Parmi toutes les causes évoquées par les jeunes, le sentiment de relégation alimenté par l’échec scolaire et les affrontements permanents avec la police sont peut-être les plus importants du fait du sens particulier que revêt la notion de République en France. A ce titre, il n’est pas anodin de constater que les deux institutions républicaines, l’école et la police, avec lesquelles les jeunes sont en contact produisent à leurs yeux l’exclusion et la confrontation en lieu et place de l’intégration et de l’entraide. D’où le sentiment d’isolement et d’abandon des jeunes de ces cités.

Les taux d’échecs scolaires dans les quartiers sensibles sont en effet très élevés. Le système d’orientation est ici remis en cause, accusé de ne pas tenir compte des souhaits des élèves quand il ne s’agit pas tout simplement de les mener, lorsqu’ils sont indécis, sur des voies de garage. Ce sentiment que l’école ne mise rien sur eux mène beaucoup de jeunes au découragement, à la frustration, voire à l’abandon pur et simple des études. D’autant plus que dans une société comme la nôtre, la réussite ou l’échec sont vécus personnellement puisque ce n’est plus la classe sociale mais l’institution scolaire qui fait le tri entre individus a priori égaux.

En ce qui concerne les tensions avec la police, ce qui blesse le plus les jeunes n’est pas le racisme ou la violence mais le harcèlement dont ils considèrent qu’ils font l’objet. Il leur semble qu’on leur interdit de vivre pleinement les dimensions liées à leur âge, remettant du coup en question l’un des principaux support de leur identité collective.
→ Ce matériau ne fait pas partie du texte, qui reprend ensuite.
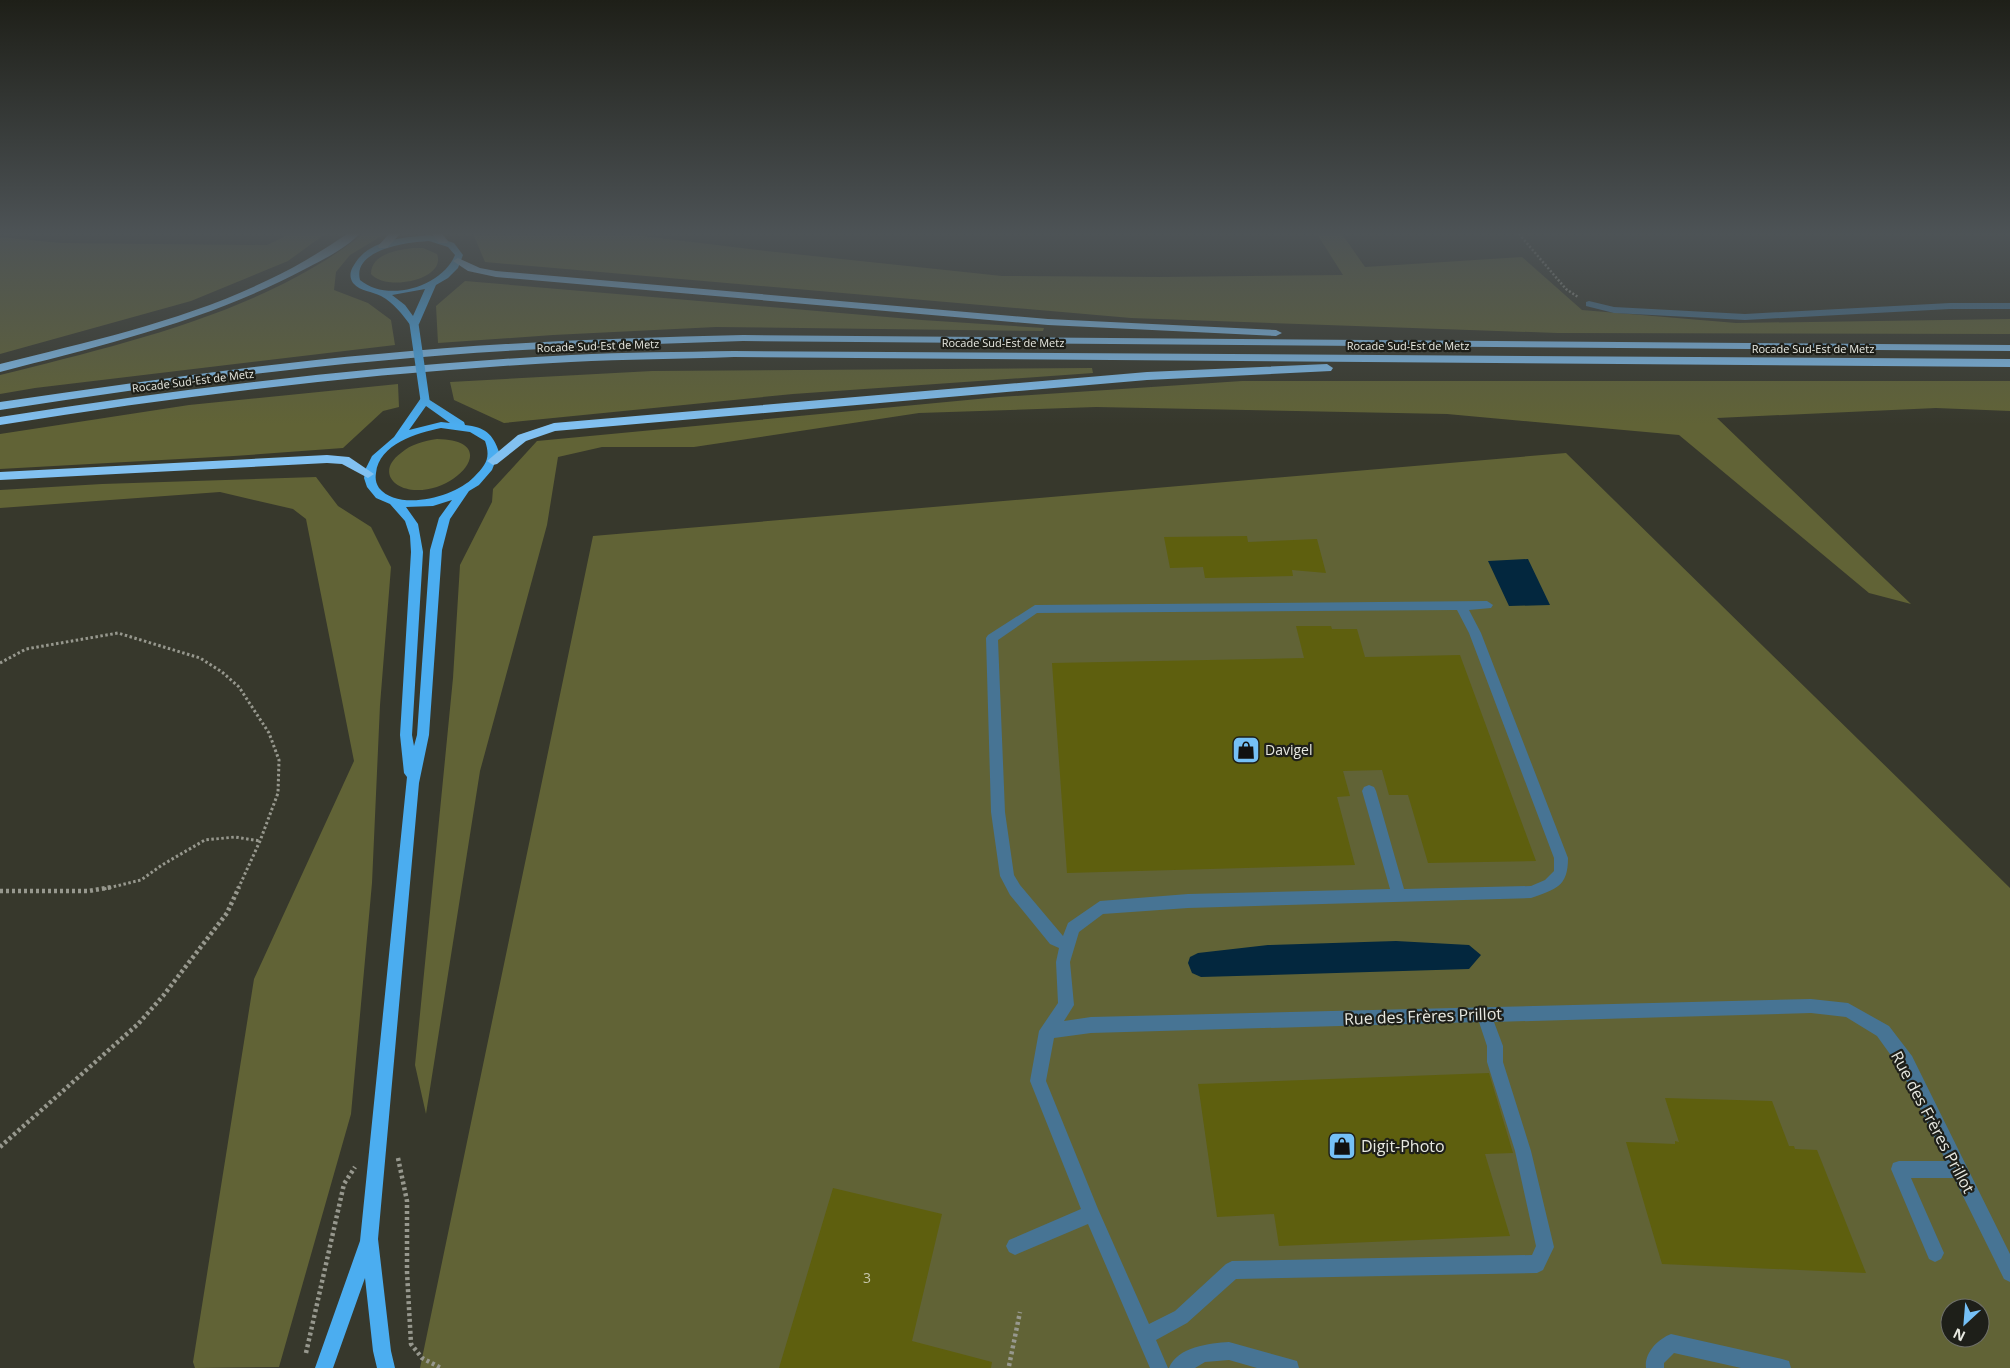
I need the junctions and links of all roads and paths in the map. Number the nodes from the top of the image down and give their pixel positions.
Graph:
1 (236, 298) edge
2 (391, 298) edge
3 (426, 298) edge
4 (770, 298) edge
5 (1580, 298) edge
6 (1589, 304) joint
7 (2010, 306) edge
8 (414, 324) junction
9 (1517, 344) junction
10 (2010, 348) edge
11 (1513, 360) junction
12 (2010, 363) edge
13 (0, 368) edge
14 (425, 400) junction
15 (0, 406) edge
16 (0, 421) edge
17 (462, 425) junction
18 (399, 438) junction
19 (493, 461) junction
20 (368, 474) junction
21 (0, 476) edge
22 (464, 491) junction
23 (395, 503) junction
24 (1487, 605) dead end
25 (1461, 606) junction
26 (0, 663) edge
27 (412, 783) junction
28 (1369, 791) dead end
29 (260, 841) junction
30 (0, 891) edge
31 (1399, 896) junction
32 (1067, 946) junction
33 (1484, 1014) junction
34 (1047, 1030) junction
35 (0, 1147) edge
36 (1959, 1170) junction
37 (1092, 1214) junction
38 (370, 1239) junction
39 (1015, 1246) dead end
40 (1935, 1253) dead end
41 (2010, 1273) edge
42 (1020, 1312) dead end
43 (1145, 1336) junction
44 (411, 1344) dead end
45 (1009, 1366) dead end
46 (324, 1368) edge
47 (386, 1368) edge
48 (441, 1368) edge
49 (1159, 1368) edge
50 (1178, 1368) edge
51 (1290, 1368) edge
52 (1655, 1368) edge
53 (1782, 1368) edge

1 - 13 highway
2 - 8 main road
3 - 8 main road
4 - 9 highway
5 - 6 path
6 - 7 street
8 - 14 main road, bridge
9 - 10 highway, Rocade Sud-Est de Metz
9 - 15 highway, Rocade Sud-Est de Metz
11 - 12 highway, Rocade Sud-Est de Metz
11 - 16 highway, Rocade Sud-Est de Metz
11 - 19 highway
14 - 17 main road
14 - 18 main road
17 - 18 main road
17 - 19 main road
18 - 20 main road
19 - 22 main road
20 - 21 highway
20 - 23 main road
22 - 23 main road
22 - 27 main road
23 - 27 main road
24 - 25 street
25 - 31 street
25 - 32 street
26 - 29 path
27 - 38 main road
28 - 31 street
29 - 30 path
29 - 35 path
31 - 32 street
32 - 34 street
33 - 34 street, Rue des Frères Prillot
33 - 36 street, Rue des Frères Prillot
33 - 43 street
34 - 37 street
36 - 40 street
36 - 41 street, Rue des Frères Prillot
37 - 39 street
37 - 43 street
38 - 46 main road
38 - 47 main road
42 - 45 path
43 - 49 street
44 - 48 path
50 - 51 street
52 - 53 street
Ils ne peuvent traîner en groupe où ils le souhaitent car ils dérangent en tant que tels. Les contrôles policiers jugés trop fréquents ajoutent au sentiment d’exaspération celui d’une humiliation permanente lorsque les jeunes se font contrôler devant leurs mères.

Enfin, l’action de la police, fortement demandée et acceptée lorsqu’elle protège les individus dans la cité, est en revanche rejetée lorsqu’elle est répressive. Assimilée à une bande rivale qui envahit leur territoire, elle est considérée par les jeunes comme intrusive lorsqu’elle s’attaque, non pas au grand banditisme, mais à leurs petits trafics. Le « business » auquel ils s’adonnent et dont ils connaissent le caractère illégal est nécessaire à leurs yeux pour survivre. Du coup, ils considèrent qu’il devrait être toléré en tant que tel.

L’attitude de ces jeunes émeutiers est extrêmement ambiguë. Tout d’abord, vis-à-vis de leurs parents, face auxquels ils se présentent comme des anges et adoptent ensuite des comportements radicalement opposés lorsqu’ils sont hors du foyer. Vis-à-vis de la République ensuite et de ses divers représentants, professeurs et policiers entre autres, dont ils regrettent le retrait de leurs quartiers pour ensuite rejeter massivement l’autorité et la fonction dont ils sont dépositaires, l’assimilant à une contrainte arbitraire inadmissible à leurs yeux. Vis-à-vis des médias, également, chambre de résonance dont ils tirent profit allègrement pour s’exprimer mais qu’ils accusent ensuite de malhonnêteté et de manipulation, quand ils ne leur reprochent pas de faire du sensationnalisme sur leur dos en les présentant sous un mauvais jour.

« (…) Il y aurait pas eu de journalistes, il y aurait rien eu je pense. Enfin ça aurait continué mais ça aurait calmé plus vite, quoi. Parce qu’il y aurait moins l’idée de faire parler de sa ville à la télé ». (Alexandre, 18 ans)

Enfin, vis-à-vis des émeutes elles-mêmes, dont ils soulignent tantôt la dimension ludique pour mieux les banaliser, tantôt le sérieux de la dimension protestataire. Les nombreuses ambivalences de ce mouvement expliquent certainement le mélange d’identification et de rejet qu’il suscite encore parmi nous.

Martin Dekeyser

(1) Vincenzo Cicchelli, Olivier Galland, Jacques de Maillard, Séverine Misset, Enquêtes sur les violences urbaines, Partie 1 : l’exemple d’Aulnay-sous-Bois, La Documentation française, 2006.

(2) Déclin déjà constaté dans une enquête menée en France par l’International Crisis Group (ICG) en 2006.